By the way, Tina, I do occasionally watch "Entourage." Love Jeremy Piven, who plays Ari like Robert Downey Jr. would--it's a real, live character. Kevin Connolly or however he spells it, he's pretty good. I even like the kid who plays Vince. But Kevin Dillon and that Turtle guy are just plain unwatchable, for me. I can't stand the actors or the characters they play. They come onscreen, and I instantly feel I'm wasting my time.

Which I guess is part of the point of TV. So I miss the point. I've also missed Freaks & Geeks, Mol. No idea what it is, even. Do tell.

Mol the Doll said...

Freaks and Geeks aired for a couple of seasons in the late 90s, It starred Linda "ER"
Cardellini as a conflicted, intelligent high school girl attracted to the wild kids (Freaks) in high school. Her younger brother (a lovable Geek) attends the same school He and his friends struggled to fit in with the Geek culture while being hazed and abused by both the Freaks and Jocks.

Joe Flaherty (Second City) played the clueless dad.

For me, it's a dead-on depiction of high school's emotional landscape. The writers and actors deal with drugs, the military, dysfunction, family violence, and sexuality with so much truth and courage.

As for the dread, the source of mine is a vague, nagging sense that I don't have my algebra homework done.

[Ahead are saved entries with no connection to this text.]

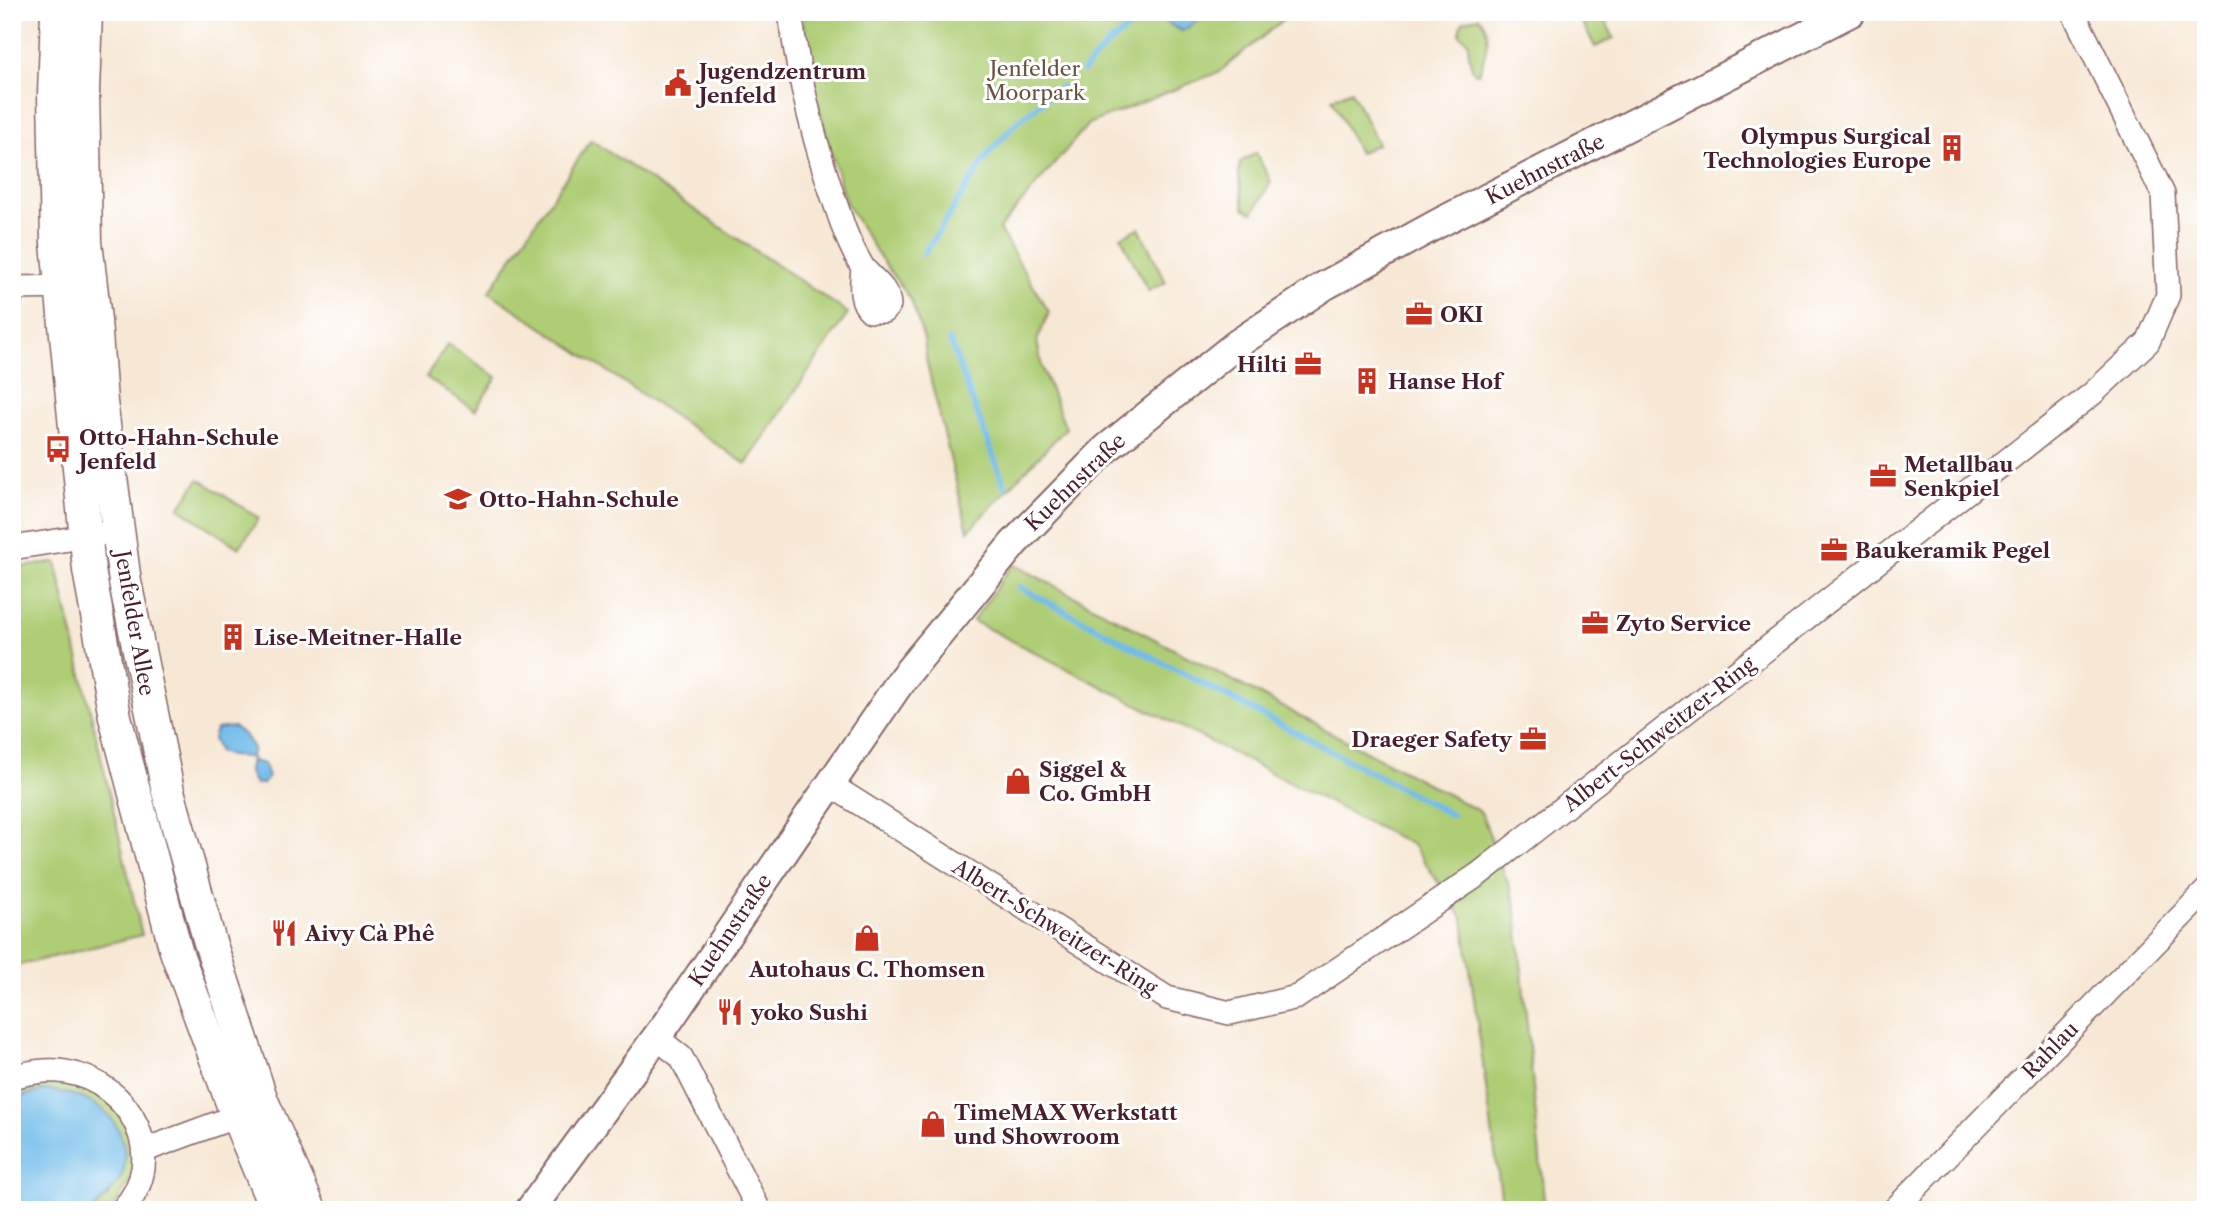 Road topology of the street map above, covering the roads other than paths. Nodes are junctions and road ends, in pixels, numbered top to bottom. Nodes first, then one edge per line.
1 (57, 12) edge
2 (86, 12) edge
3 (790, 12) edge
4 (1851, 12) edge
5 (2073, 12) edge
6 (863, 267) dead end
7 (76, 287) junction
8 (12, 288) edge
9 (118, 531) junction
10 (85, 536) junction
11 (12, 548) edge
12 (829, 784) junction
13 (2206, 891) edge
14 (657, 1038) junction
15 (12, 1077) edge
16 (237, 1116) junction
17 (269, 1118) junction
18 (145, 1150) junction
19 (122, 1210) edge
20 (276, 1210) edge
21 (310, 1210) edge
22 (530, 1210) edge
23 (759, 1210) edge
24 (1894, 1210) edge

1 - 7 main road, Jenfelder Allee
2 - 7 main road, Jenfelder Allee
3 - 6 street
4 - 12 street, Kuehnstraße
5 - 12 street, Albert-Schweitzer-Ring
7 - 8 street
7 - 9 main road, Jenfelder Allee
7 - 10 main road, Jenfelder Allee
9 - 10 street
9 - 17 main road, Jenfelder Allee
10 - 11 street
10 - 16 main road, Jenfelder Allee
12 - 14 street, Kuehnstraße
13 - 24 street, Rahlau
14 - 22 street, Kuehnstraße
14 - 23 street
15 - 18 street
16 - 17 main road
16 - 18 street
16 - 20 main road, Jenfelder Allee
17 - 21 main road, Jenfelder Allee
18 - 19 street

So I guess my Sunday night Sopranos problem and my "Freaks and Geeks" obsession are more closely related than I thought.

Letting my geek flag fly...

Mol the Doll said...

Now I'm worried about the lousy verb agreement in my comment.

djayt said...

I'm familiar with Freaks as a phenom, but haven't ever seen an entire episode.

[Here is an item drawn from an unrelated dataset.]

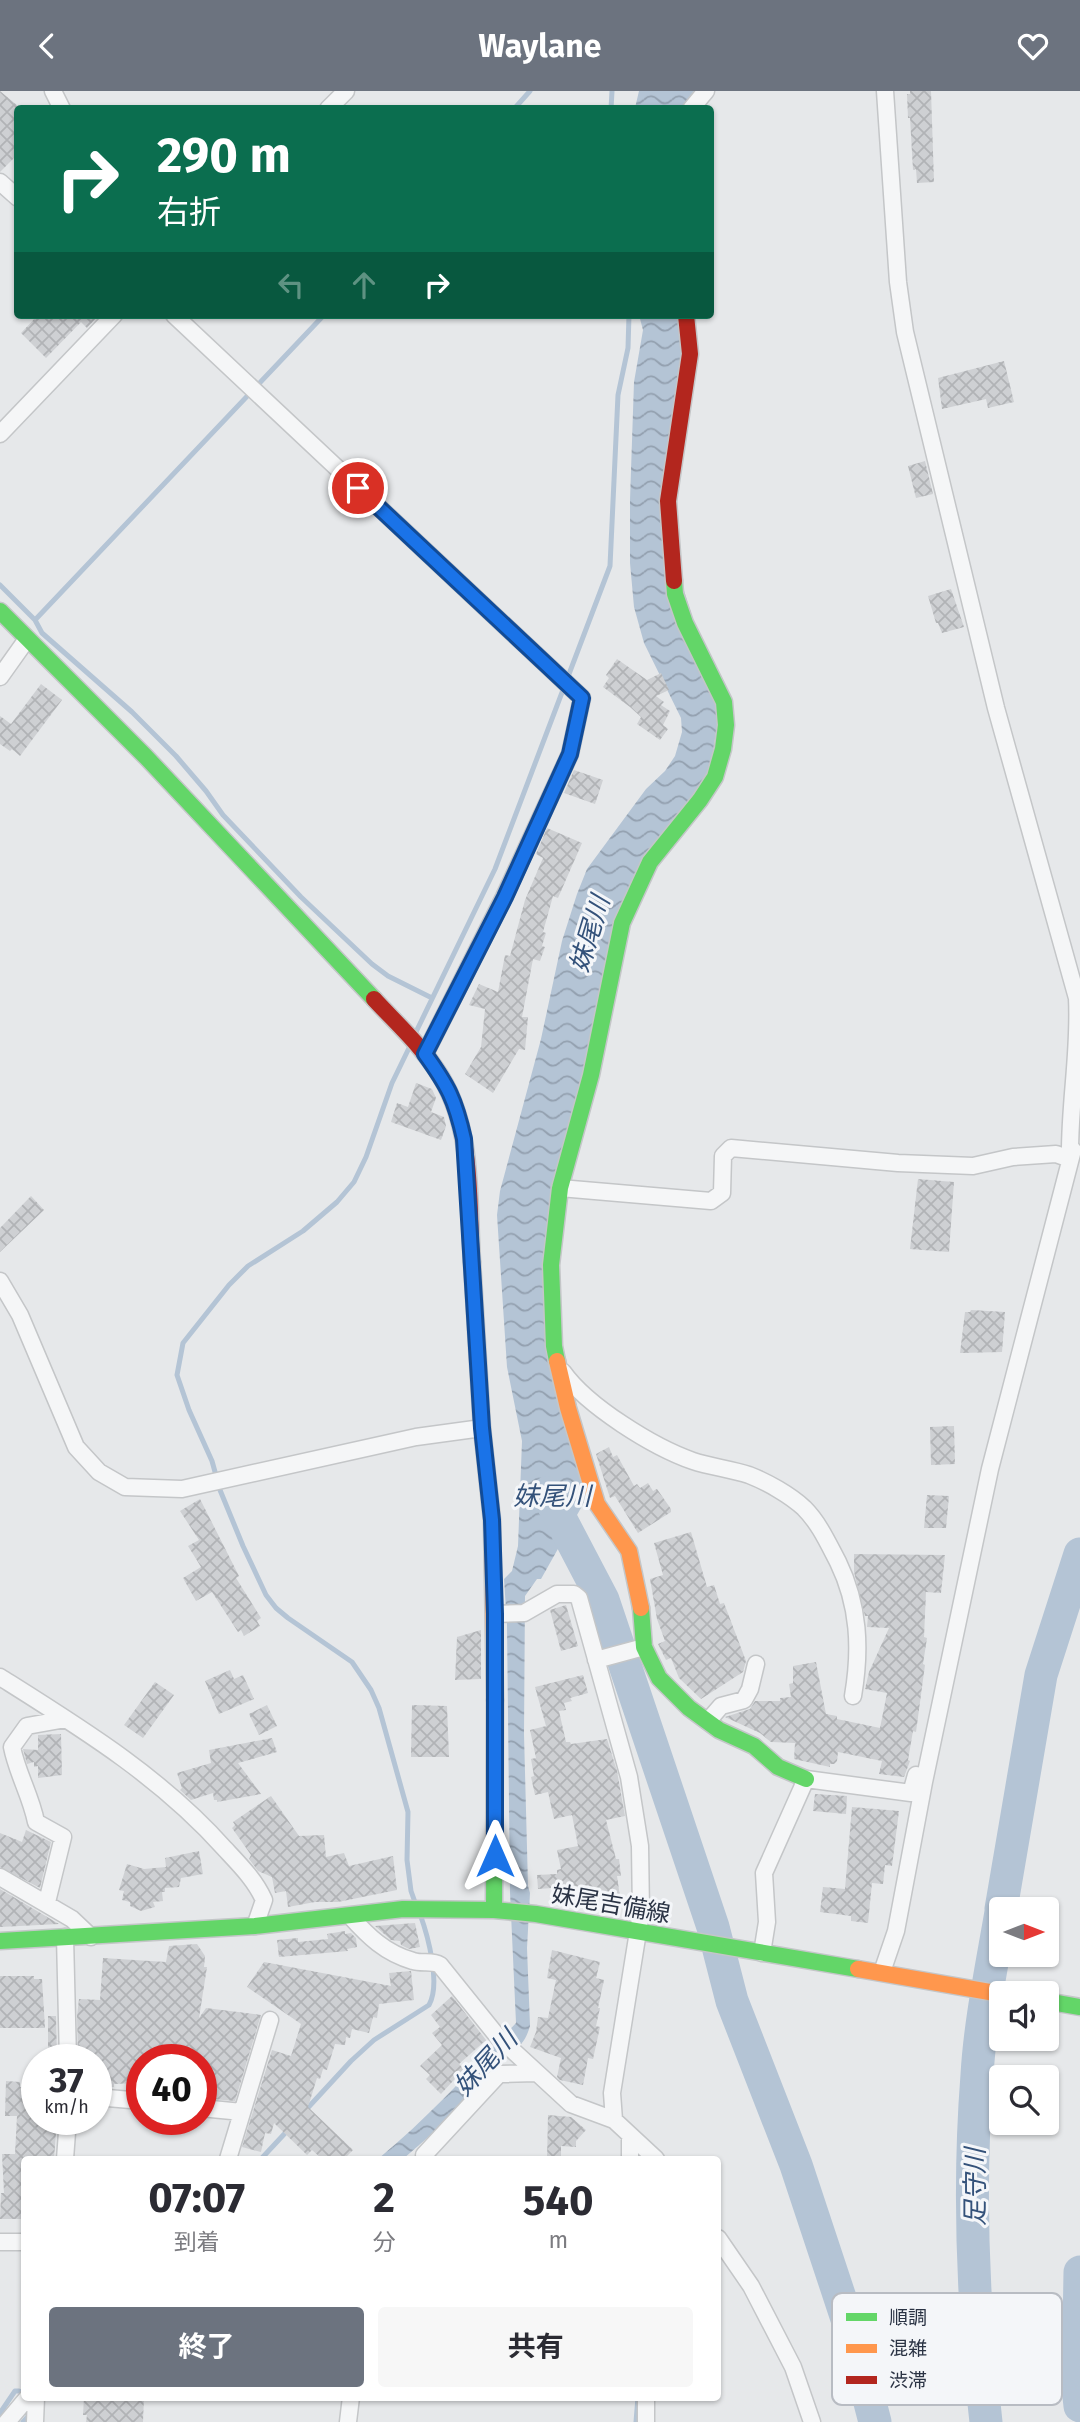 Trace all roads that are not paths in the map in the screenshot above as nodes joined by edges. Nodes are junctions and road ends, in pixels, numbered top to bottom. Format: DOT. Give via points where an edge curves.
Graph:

It really got to its fans, though. There's a cult for that show that really identified and bought into it in a way that's pretty rare. I would guess there are fans of it that would not call themselves fans of the medium at all.

What have the creators done since? Anybody know?

Mol the Doll said...

One of the writers is Seth Rogen,
who also created "Undeclared" (haven't seen it) and has a new movie,
"Knocked Up."

He's the portly, curly-haired guy who plays one of Steve Carell's friends in
"40-year-old Virgin."

I jusl looked him up on imDb and he's done lots of other writing and acting, too.